▶ Input data:
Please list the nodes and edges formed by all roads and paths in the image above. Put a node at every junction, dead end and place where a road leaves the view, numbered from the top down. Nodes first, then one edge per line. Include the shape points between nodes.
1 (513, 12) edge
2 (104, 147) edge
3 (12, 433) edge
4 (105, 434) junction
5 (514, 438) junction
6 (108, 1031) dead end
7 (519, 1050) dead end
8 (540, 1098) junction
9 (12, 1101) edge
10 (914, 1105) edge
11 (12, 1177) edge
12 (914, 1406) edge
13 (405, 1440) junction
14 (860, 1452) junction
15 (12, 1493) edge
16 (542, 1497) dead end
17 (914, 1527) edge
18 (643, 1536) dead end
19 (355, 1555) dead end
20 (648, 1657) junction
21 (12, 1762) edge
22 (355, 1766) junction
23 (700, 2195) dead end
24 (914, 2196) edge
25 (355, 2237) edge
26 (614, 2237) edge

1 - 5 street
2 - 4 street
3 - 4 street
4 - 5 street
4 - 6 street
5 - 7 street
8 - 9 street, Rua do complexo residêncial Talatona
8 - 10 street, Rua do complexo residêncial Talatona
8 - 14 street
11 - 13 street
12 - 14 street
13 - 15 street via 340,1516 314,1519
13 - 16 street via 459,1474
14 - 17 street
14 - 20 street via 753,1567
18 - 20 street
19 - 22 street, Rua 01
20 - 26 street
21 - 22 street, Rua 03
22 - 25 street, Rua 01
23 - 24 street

▶ Exercise instructions: Word for word, copy the material above.

▶ Written answer:
Please list the nodes and edges formed by all roads and paths in the image above. Put a node at every junction, dead end and place where a road leaves the view, numbered from the top down. Nodes first, then one edge per line. Include the shape points between nodes.
1 (513, 12) edge
2 (104, 147) edge
3 (12, 433) edge
4 (105, 434) junction
5 (514, 438) junction
6 (108, 1031) dead end
7 (519, 1050) dead end
8 (540, 1098) junction
9 (12, 1101) edge
10 (914, 1105) edge
11 (12, 1177) edge
12 (914, 1406) edge
13 (405, 1440) junction
14 (860, 1452) junction
15 (12, 1493) edge
16 (542, 1497) dead end
17 (914, 1527) edge
18 (643, 1536) dead end
19 (355, 1555) dead end
20 (648, 1657) junction
21 (12, 1762) edge
22 (355, 1766) junction
23 (700, 2195) dead end
24 (914, 2196) edge
25 (355, 2237) edge
26 (614, 2237) edge

1 - 5 street
2 - 4 street
3 - 4 street
4 - 5 street
4 - 6 street
5 - 7 street
8 - 9 street, Rua do complexo residêncial Talatona
8 - 10 street, Rua do complexo residêncial Talatona
8 - 14 street
11 - 13 street
12 - 14 street
13 - 15 street via 340,1516 314,1519
13 - 16 street via 459,1474
14 - 17 street
14 - 20 street via 753,1567
18 - 20 street
19 - 22 street, Rua 01
20 - 26 street
21 - 22 street, Rua 03
22 - 25 street, Rua 01
23 - 24 street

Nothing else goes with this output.